Что вдруг
Шрифт:
В газетном отчете:
Жуткое, моментами страшное, но и умиляющее душу впечатление… Собрались несколько сот граждан на митинг, ораторы с кафедры славят переворот, собрание целиком захвачено событиями, но в зале не произносится ни звука…<…> Воистину возопияли камни: заговорили глухонемые. Они собрались, чтобы выработать приветствие Временному Правительству и Совету Рабочих и Солдатских Депутатов. <…> Они – тоже граждане новой свободной России, и для того, чтобы начать жить по-новому, у них есть все, все, кроме… голоса…<…> «Все свои скромные силы, – печально и трогательно пишут глухонемые в приветствии, – «мы обещаем отдать на служение родине и на упрочение дела свободы». Маленькая частность титанических дней и титанических событий, но как выразительна и как драматична эта частность! <…> Я оставлял митинг с чувством большой тяжести в душе, но и с чувством умиления и трепета также… Воистину, изумительное мы переживаем время!3
Другие
«Артуром Яковлевичем Гофманом» в повести назван «чиновник министерства иностранных дел по греческой части», который обещал устроить Парнока «драгоманом хотя бы в Грецию».
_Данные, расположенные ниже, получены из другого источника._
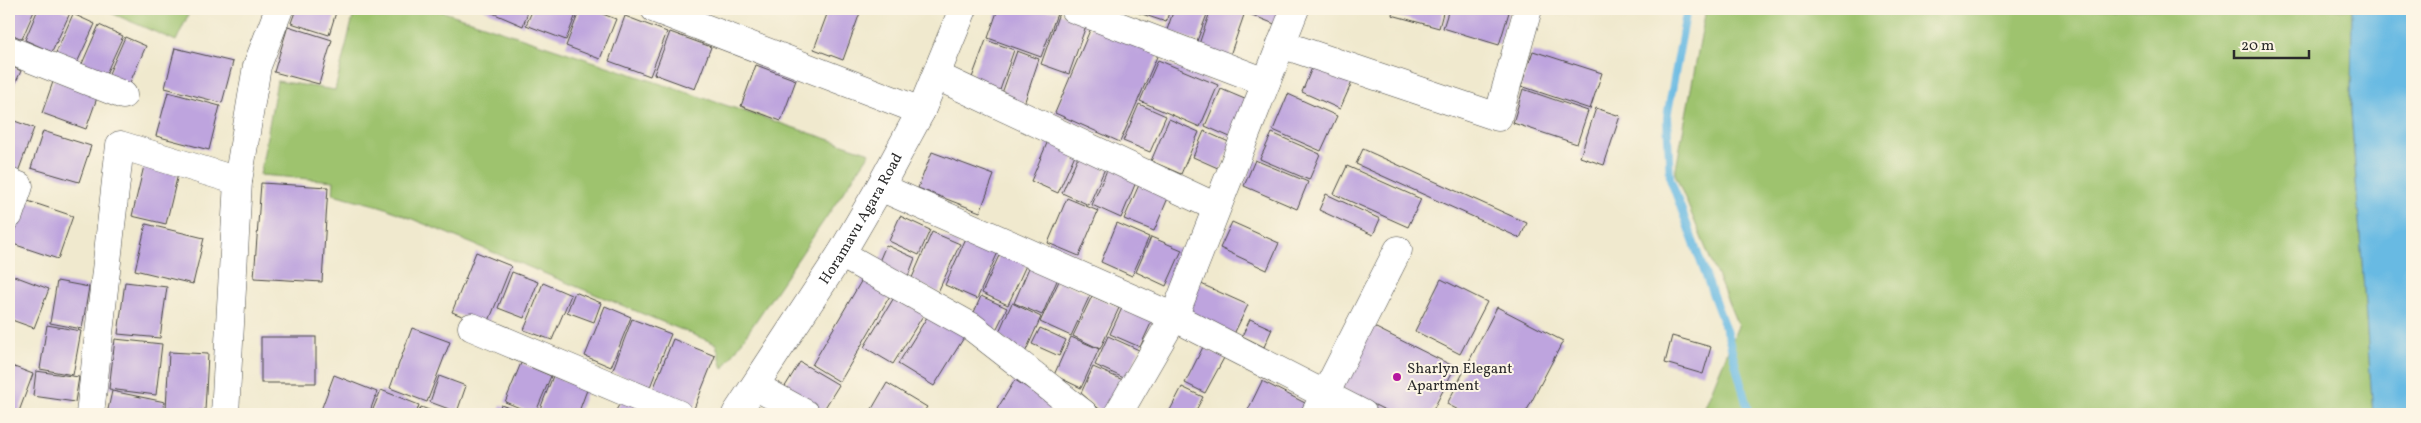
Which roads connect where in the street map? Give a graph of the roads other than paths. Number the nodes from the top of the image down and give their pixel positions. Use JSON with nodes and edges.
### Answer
{"nodes":[{"id":1,"x":279,"y":9,"type":"edge"},
{"id":2,"x":654,"y":9,"type":"edge"},
{"id":3,"x":963,"y":9,"type":"edge"},
{"id":4,"x":1074,"y":9,"type":"edge"},
{"id":5,"x":1295,"y":9,"type":"edge"},
{"id":6,"x":1528,"y":9,"type":"edge"},
{"id":7,"x":1281,"y":44,"type":"junction"},
{"id":8,"x":9,"y":50,"type":"edge"},
{"id":9,"x":937,"y":76,"type":"junction"},
{"id":10,"x":1266,"y":82,"type":"junction"},
{"id":11,"x":123,"y":95,"type":"dead end"},
{"id":12,"x":921,"y":111,"type":"junction"},
{"id":13,"x":238,"y":181,"type":"junction"},
{"id":14,"x":9,"y":182,"type":"edge"},
{"id":15,"x":880,"y":187,"type":"junction"},
{"id":16,"x":1216,"y":206,"type":"junction"},
{"id":17,"x":9,"y":216,"type":"edge"},
{"id":18,"x":1398,"y":250,"type":"dead end"},
{"id":19,"x":841,"y":254,"type":"junction"},
{"id":20,"x":1174,"y":317,"type":"junction"},
{"id":21,"x":472,"y":327,"type":"dead end"},
{"id":22,"x":755,"y":386,"type":"junction"},
{"id":23,"x":1320,"y":405,"type":"edge"},
{"id":24,"x":90,"y":414,"type":"edge"},
{"id":25,"x":224,"y":414,"type":"edge"},
{"id":26,"x":678,"y":414,"type":"edge"},
{"id":27,"x":736,"y":414,"type":"edge"},
{"id":28,"x":806,"y":414,"type":"edge"},
{"id":29,"x":1084,"y":414,"type":"edge"},
{"id":30,"x":1118,"y":414,"type":"edge"},
{"id":31,"x":1363,"y":414,"type":"edge"}],
"edges":[{"from":1,"to":13,"type":"street"},
{"from":2,"to":12,"type":"street"},
{"from":3,"to":9,"type":"street","name":"Horamavu Agara Road"},
{"from":4,"to":10,"type":"street"},
{"from":5,"to":7,"type":"street"},
{"from":6,"to":7,"type":"street"},
{"from":7,"to":10,"type":"street"},
{"from":8,"to":11,"type":"street"},
{"from":9,"to":12,"type":"street","name":"Horamavu Agara Road"},
{"from":9,"to":16,"type":"street"},
{"from":10,"to":16,"type":"street"},
{"from":12,"to":15,"type":"street","name":"Horamavu Agara Road"},
{"from":13,"to":24,"type":"street"},
{"from":13,"to":25,"type":"street"},
{"from":14,"to":17,"type":"street"},
{"from":15,"to":19,"type":"street","name":"Horamavu Agara Road"},
{"from":15,"to":20,"type":"street"},
{"from":16,"to":20,"type":"street"},
{"from":18,"to":23,"type":"street"},
{"from":19,"to":22,"type":"street","name":"Horamavu Agara Road"},
{"from":19,"to":29,"type":"street"},
{"from":20,"to":23,"type":"street"},
{"from":20,"to":30,"type":"street"},
{"from":21,"to":26,"type":"street"},
{"from":22,"to":27,"type":"street","name":"Horamavu Agara Road"},
{"from":22,"to":28,"type":"street"},
{"from":23,"to":31,"type":"street"}]}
Артур-Эрнст-Карл Яковлевич (Гаврилович) Гофман, как известно, существовал в Петербурге 1910-х8 и в Ленинграде 1920-х. Он ровесник Мандельштама (родился 8 мая 1891 г.), из семьи потомственного почетного гражданина, окончил училище при реформатской церкви и в 1910 году поступил в Петербургский университет на историко-филологический факультет, тогда же стал участником пушкинского семинария С.А. Венгерова и одним из составителей пушкинского словаря. С 1908 года изредка печатал стихи (начинал в журнале «Весна»). Писал статьи по литературоведению, философии, славяноведению для журнала «Вестник знания» и для энциклопедического словаря. Печатался в газетах «Русская воля», «Сельский вестник», «Эхо» (1918)9, в петербургских немецких газетах. Был близок к кружку поэтов «Трирема» (1915–1916)10, сборник его стихов не вышел в издательстве этого кружка из-за недостатка бумаги11. В 1920 году вступил в Союз поэтов в Петрограде, и стихи его оценивал квартет экспертов – Блок: «Очень подражательно, но лирика»; Лозинский: «Рука еще очень неуверенна»; Гумилев: «Мне определенно нравится»; Кузмин: «По-моему, ничего себе. Вполне допустимо, хотя и скучновато»12.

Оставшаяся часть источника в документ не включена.